PROBLEM REQUIREMENTS:
The pictures stay out. Please retype every line below exactly.
[[ WORKING DATA, beginning ]]
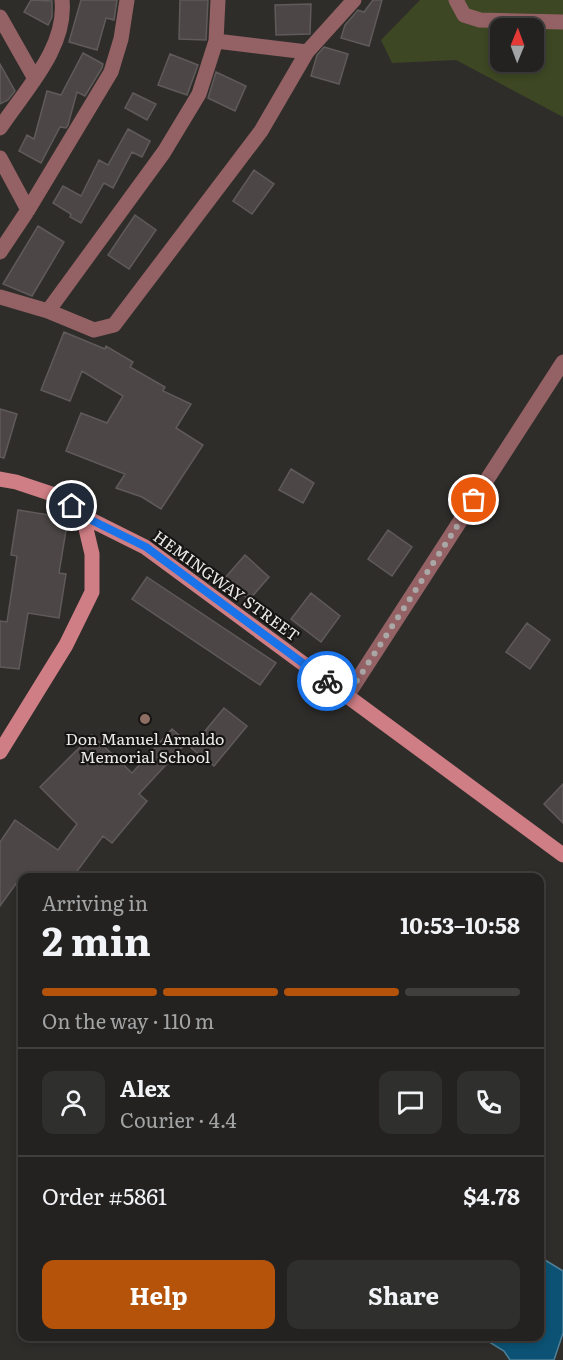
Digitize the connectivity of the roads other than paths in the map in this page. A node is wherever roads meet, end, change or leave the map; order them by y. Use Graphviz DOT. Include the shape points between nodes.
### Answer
graph roads {
  1 [pos="62,0"];
  2 [pos="127,0"];
  3 [pos="218,0"];
  4 [pos="354,0"];
  5 [pos="456,0"];
  6 [pos="0,16"];
  7 [pos="563,22"];
  8 [pos="216,41"];
  9 [pos="307,52"];
  10 [pos="34,77"];
  11 [pos="0,128"];
  12 [pos="0,158"];
  13 [pos="28,210"];
  14 [pos="0,252"];
  15 [pos="0,297"];
  16 [pos="48,311"];
  17 [pos="563,362"];
  18 [pos="0,479"];
  19 [pos="83,516"];
  20 [pos="347,696"];
  21 [pos="0,752"];
  22 [pos="562,853"];
  1 -- 10 [label="street" via="58,39"];
  2 -- 13 [label="street" via="111,72"];
  3 -- 8 [label="street"];
  4 -- 9 [label="street"];
  5 -- 7 [label="street" via="464,15 480,20"];
  6 -- 10 [label="street"];
  8 -- 9 [label="street"];
  8 -- 16 [label="street" via="199,94 164,152"];
  9 -- 16 [label="street" via="261,131 114,325 94,330"];
  10 -- 11 [label="street"];
  12 -- 13 [label="street"];
  13 -- 14 [label="street"];
  15 -- 16 [label="street"];
  17 -- 20 [label="street"];
  18 -- 19 [label="main road, HEMINGWAY STREET" via="61,497"];
  19 -- 20 [label="main road, HEMINGWAY STREET" via="146,547"];
  19 -- 21 [label="main road" via="92,554 92,592 66,645"];
  20 -- 22 [label="main road, HEMINGWAY STREET"];
}
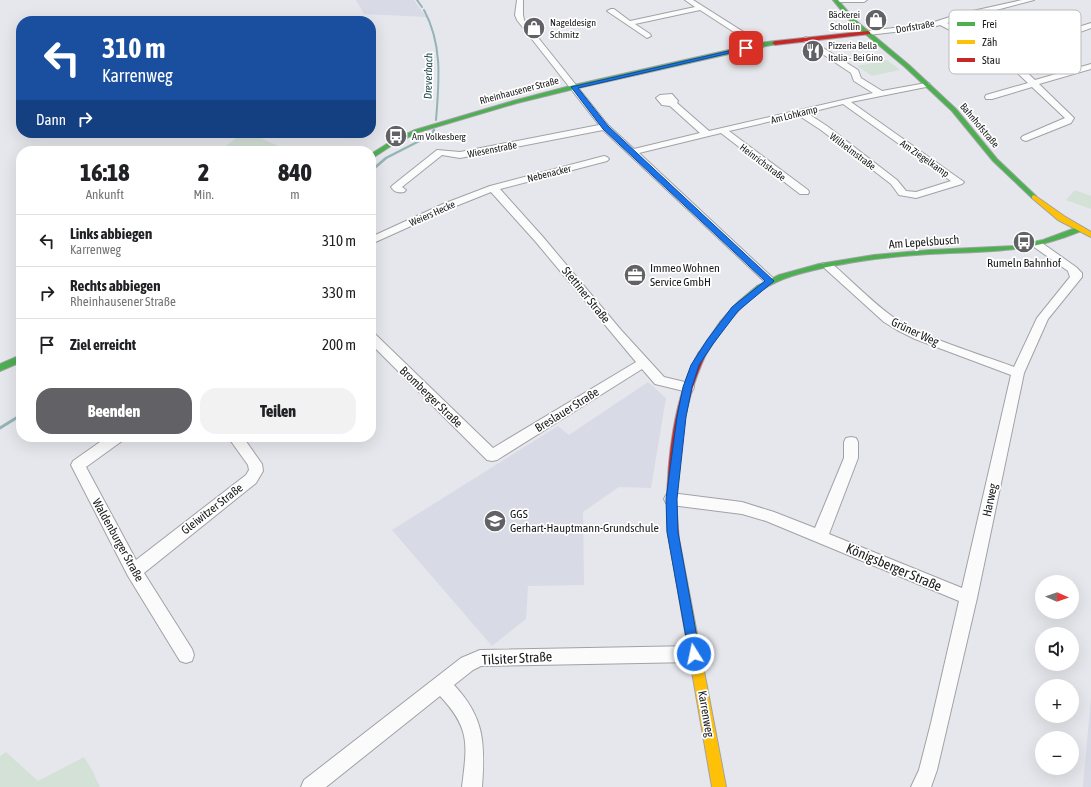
[[ WORKING DATA, end ]]
RESPONSE:
Digitize the connectivity of the roads other than paths in the map in this page. A node is wherever roads meet, end, change or leave the map; order them by y. Use Graphviz DOT. Include the shape points between nodes.
### Answer
graph roads {
  1 [pos="62,0"];
  2 [pos="127,0"];
  3 [pos="218,0"];
  4 [pos="354,0"];
  5 [pos="456,0"];
  6 [pos="0,16"];
  7 [pos="563,22"];
  8 [pos="216,41"];
  9 [pos="307,52"];
  10 [pos="34,77"];
  11 [pos="0,128"];
  12 [pos="0,158"];
  13 [pos="28,210"];
  14 [pos="0,252"];
  15 [pos="0,297"];
  16 [pos="48,311"];
  17 [pos="563,362"];
  18 [pos="0,479"];
  19 [pos="83,516"];
  20 [pos="347,696"];
  21 [pos="0,752"];
  22 [pos="562,853"];
  1 -- 10 [label="street" via="58,39"];
  2 -- 13 [label="street" via="111,72"];
  3 -- 8 [label="street"];
  4 -- 9 [label="street"];
  5 -- 7 [label="street" via="464,15 480,20"];
  6 -- 10 [label="street"];
  8 -- 9 [label="street"];
  8 -- 16 [label="street" via="199,94 164,152"];
  9 -- 16 [label="street" via="261,131 114,325 94,330"];
  10 -- 11 [label="street"];
  12 -- 13 [label="street"];
  13 -- 14 [label="street"];
  15 -- 16 [label="street"];
  17 -- 20 [label="street"];
  18 -- 19 [label="main road, HEMINGWAY STREET" via="61,497"];
  19 -- 20 [label="main road, HEMINGWAY STREET" via="146,547"];
  19 -- 21 [label="main road" via="92,554 92,592 66,645"];
  20 -- 22 [label="main road, HEMINGWAY STREET"];
}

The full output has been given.